Research finds social media disruption impacting on Islamic State propaganda

Researchers from the VOX-Pol project at Dublin City University, together with colleagues from the University of Sussex, have found that the social media platform, Twitter is becoming less effective for the so-called ‘Islamic State’ (IS), due to the rapid take-down rate of pro-IS accounts from the site.

It found that IS accounts faced “substantial and aggressive disruption”.

However, the researchers warn that as the predominant focus for disruption is IS, it has enabled a wide range of other disparate violent Jihadi groups to maintain a strong social media presence.
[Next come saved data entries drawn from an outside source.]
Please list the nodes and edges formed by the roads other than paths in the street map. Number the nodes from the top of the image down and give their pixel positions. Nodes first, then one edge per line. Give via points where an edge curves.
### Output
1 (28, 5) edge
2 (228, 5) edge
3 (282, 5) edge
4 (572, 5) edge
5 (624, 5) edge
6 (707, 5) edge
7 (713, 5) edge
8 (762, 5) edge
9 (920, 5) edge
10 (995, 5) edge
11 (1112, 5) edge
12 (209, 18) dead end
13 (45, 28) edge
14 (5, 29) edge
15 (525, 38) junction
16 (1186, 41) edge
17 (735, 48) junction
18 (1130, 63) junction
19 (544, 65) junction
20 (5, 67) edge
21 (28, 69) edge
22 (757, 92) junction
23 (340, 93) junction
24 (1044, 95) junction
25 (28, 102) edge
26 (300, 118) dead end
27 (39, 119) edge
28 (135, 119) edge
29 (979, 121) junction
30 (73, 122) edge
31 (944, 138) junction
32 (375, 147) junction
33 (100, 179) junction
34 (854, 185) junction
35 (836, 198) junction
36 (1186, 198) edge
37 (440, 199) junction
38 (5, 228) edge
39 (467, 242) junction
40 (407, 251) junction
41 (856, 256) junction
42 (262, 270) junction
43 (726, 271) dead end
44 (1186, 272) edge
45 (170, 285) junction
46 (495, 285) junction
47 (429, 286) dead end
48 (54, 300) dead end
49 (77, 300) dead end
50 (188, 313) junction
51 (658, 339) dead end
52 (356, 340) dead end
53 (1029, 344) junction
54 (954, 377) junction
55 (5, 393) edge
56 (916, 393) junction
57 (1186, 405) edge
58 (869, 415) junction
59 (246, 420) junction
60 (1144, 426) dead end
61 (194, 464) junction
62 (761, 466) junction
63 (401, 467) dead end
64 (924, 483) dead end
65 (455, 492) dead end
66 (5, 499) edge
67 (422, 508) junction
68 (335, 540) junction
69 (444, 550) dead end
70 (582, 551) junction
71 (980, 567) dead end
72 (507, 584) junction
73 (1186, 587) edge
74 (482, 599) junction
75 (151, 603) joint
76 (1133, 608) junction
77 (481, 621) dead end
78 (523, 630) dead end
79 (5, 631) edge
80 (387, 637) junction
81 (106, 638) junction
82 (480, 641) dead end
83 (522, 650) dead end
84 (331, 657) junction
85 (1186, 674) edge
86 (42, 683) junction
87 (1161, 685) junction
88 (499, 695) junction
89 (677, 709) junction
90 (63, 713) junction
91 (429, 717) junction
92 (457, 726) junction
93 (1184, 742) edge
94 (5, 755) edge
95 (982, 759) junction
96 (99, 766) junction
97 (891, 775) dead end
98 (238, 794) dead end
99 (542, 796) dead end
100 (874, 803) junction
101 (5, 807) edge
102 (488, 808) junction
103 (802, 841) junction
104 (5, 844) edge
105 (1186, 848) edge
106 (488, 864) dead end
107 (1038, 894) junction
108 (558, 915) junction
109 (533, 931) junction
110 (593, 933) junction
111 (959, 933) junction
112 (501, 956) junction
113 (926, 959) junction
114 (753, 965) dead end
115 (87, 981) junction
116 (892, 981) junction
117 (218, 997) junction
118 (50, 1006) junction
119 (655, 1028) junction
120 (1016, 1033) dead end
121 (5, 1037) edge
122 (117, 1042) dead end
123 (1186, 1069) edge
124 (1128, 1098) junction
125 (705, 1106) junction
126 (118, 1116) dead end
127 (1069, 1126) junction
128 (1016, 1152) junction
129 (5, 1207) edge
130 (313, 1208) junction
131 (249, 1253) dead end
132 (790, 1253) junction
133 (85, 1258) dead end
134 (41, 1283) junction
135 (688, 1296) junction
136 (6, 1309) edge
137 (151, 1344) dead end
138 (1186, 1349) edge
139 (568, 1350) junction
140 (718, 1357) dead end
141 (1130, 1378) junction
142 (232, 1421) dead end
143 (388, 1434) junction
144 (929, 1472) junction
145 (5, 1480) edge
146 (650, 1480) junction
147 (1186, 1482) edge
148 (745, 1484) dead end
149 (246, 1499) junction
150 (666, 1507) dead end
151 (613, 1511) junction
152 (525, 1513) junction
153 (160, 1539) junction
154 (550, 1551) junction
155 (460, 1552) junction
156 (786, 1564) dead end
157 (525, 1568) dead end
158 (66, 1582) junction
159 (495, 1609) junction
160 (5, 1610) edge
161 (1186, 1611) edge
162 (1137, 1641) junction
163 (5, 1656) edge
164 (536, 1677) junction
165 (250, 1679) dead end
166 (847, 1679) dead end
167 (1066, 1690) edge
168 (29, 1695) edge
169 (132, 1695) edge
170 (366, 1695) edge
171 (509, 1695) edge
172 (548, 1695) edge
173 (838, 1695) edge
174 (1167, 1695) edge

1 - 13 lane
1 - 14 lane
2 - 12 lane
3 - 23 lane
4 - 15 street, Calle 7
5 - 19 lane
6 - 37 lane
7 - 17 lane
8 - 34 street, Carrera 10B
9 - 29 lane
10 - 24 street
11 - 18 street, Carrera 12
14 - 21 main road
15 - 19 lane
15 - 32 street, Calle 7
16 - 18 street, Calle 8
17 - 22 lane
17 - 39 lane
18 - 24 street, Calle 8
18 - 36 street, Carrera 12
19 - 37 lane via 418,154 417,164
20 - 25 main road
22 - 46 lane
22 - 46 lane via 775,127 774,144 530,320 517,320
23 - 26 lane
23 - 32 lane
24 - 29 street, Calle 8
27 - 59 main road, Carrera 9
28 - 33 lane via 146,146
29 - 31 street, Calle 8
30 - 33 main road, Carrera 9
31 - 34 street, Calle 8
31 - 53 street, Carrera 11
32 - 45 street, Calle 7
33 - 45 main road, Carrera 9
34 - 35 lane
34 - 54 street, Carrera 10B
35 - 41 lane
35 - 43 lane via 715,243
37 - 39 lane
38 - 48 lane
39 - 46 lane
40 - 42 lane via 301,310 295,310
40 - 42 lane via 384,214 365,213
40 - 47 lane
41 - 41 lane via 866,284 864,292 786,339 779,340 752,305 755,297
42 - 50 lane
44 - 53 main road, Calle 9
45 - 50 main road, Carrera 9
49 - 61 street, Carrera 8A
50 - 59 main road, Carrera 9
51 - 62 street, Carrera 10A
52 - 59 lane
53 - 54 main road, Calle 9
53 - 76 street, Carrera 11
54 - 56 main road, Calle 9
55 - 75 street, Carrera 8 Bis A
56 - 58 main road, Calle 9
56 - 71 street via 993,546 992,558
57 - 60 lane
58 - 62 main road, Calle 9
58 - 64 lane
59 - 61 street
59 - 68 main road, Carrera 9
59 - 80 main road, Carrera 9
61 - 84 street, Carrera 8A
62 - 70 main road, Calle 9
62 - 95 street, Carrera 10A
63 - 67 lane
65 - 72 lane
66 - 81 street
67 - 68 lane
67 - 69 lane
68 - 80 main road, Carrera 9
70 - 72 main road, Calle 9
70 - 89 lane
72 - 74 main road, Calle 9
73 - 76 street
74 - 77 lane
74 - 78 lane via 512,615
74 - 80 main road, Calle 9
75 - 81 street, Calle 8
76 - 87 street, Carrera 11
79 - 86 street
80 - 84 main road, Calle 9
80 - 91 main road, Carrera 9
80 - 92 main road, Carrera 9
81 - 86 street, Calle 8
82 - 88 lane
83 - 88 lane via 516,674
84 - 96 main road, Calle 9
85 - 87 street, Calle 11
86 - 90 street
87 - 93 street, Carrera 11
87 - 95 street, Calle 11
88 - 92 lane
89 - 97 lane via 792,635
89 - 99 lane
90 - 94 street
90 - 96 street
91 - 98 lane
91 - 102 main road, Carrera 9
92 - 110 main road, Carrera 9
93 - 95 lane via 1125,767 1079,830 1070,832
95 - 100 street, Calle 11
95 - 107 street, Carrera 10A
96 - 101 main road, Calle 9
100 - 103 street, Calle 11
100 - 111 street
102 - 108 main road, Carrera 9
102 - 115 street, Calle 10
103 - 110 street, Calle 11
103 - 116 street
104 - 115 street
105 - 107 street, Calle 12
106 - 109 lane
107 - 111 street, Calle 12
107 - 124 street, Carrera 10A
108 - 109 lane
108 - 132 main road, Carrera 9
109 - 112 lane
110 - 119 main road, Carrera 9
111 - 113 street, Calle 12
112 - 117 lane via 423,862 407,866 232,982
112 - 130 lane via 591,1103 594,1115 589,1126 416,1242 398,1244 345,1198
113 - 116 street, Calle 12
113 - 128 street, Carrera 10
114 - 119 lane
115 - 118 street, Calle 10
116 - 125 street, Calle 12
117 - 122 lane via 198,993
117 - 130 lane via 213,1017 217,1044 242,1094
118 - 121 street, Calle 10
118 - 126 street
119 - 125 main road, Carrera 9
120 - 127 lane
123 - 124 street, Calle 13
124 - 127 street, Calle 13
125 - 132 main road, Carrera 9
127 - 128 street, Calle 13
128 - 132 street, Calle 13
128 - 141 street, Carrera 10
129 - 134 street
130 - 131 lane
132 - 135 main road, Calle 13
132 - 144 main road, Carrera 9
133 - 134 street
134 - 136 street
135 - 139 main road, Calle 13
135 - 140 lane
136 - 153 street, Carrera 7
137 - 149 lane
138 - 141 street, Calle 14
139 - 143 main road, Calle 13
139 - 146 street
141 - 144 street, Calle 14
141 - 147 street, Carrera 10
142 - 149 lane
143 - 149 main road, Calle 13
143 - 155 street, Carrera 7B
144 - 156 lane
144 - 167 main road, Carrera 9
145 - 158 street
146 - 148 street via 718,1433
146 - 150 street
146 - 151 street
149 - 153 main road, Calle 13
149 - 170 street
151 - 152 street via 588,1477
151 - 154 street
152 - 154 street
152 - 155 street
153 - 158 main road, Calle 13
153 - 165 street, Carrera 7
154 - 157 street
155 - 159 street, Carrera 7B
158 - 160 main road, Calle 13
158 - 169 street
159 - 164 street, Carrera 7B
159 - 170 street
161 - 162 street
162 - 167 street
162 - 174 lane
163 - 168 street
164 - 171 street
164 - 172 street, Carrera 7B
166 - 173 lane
“Our study seeks to measure the impact of social media disruption of terrorism content and how effective the monitoring and removal of such content has been.

Our findings show that Twitter is strongly focussed on disrupting Islamic State, which means that the platform is now a much less conducive environment for the group than it once was.

However, this has enabled other violent Jihadi groups to maintain their presence and to continue to spread their message with much less hindrance than that faced by IS,” commented Prof. Maura Conway of DCU’s School of Law and Government and Co-ordinator of VOX-Pol.

The findings are from a new research study Disrupting Daesh, Measuring the Takedown of Online Terrorist Material and Its Impacts co-authored by Prof. Conway with Moign Khawaja (also DCU), Dr. Suraj Lakhani, Dr. Jeremy Reffin, Dr. Andrew Robertson and Prof. David Weir (all University of Sussex).

The research analysed extremist account and terrorist content takedown by social media platforms, with the aim of accurately measuring this activity and its impacts.

It challenges the idea that Twitter remains an effective environment for IS, but points out that not all Jihadists on the site experience the same level of disruption.

The postings of 722 pro-IS accounts with over 57,574 tweets and 451 “other Jihadist groups” with 62,156 tweets were analysed. A level of differential disruption occurring between pro-IS and “other” Jihadi accounts was identified.

The research found that as other Jihadi accounts were not experiencing the same level of take-down by Twitter, they were able to send six times as many tweets and follow or “friend” four times as many accounts and critically gain 13 times as many followers as pro-IS accounts.

It found that only 1% of accounts termed “Other Jihadi” in the study experienced any disruption in the first five days after their creation while 25% of pro-IS accounts were immediately suspended.

Furthermore, in a case-study of a twenty-four hour period between April 3-4 2017 analysing 153 pro-IS accounts that shared out-links to official IS propaganda, 65% of these accounts were suspended within the first 17 hours.

The research also highlights that Twitter is just one part of a wider Jihadi social media network as an analysis of out-linking activity during dates in March, April and May 2017, found that pro-IS accounts linked to 40 other sites.

Of these, six sites dominated: YouTube, Google Drive, justpaste.it, IS’s own server, archive.org, and sendvid.com.

The research recommended that while social media systems can gather large amounts of data quickly, the analysis of this should be done in combination with trained human analysts.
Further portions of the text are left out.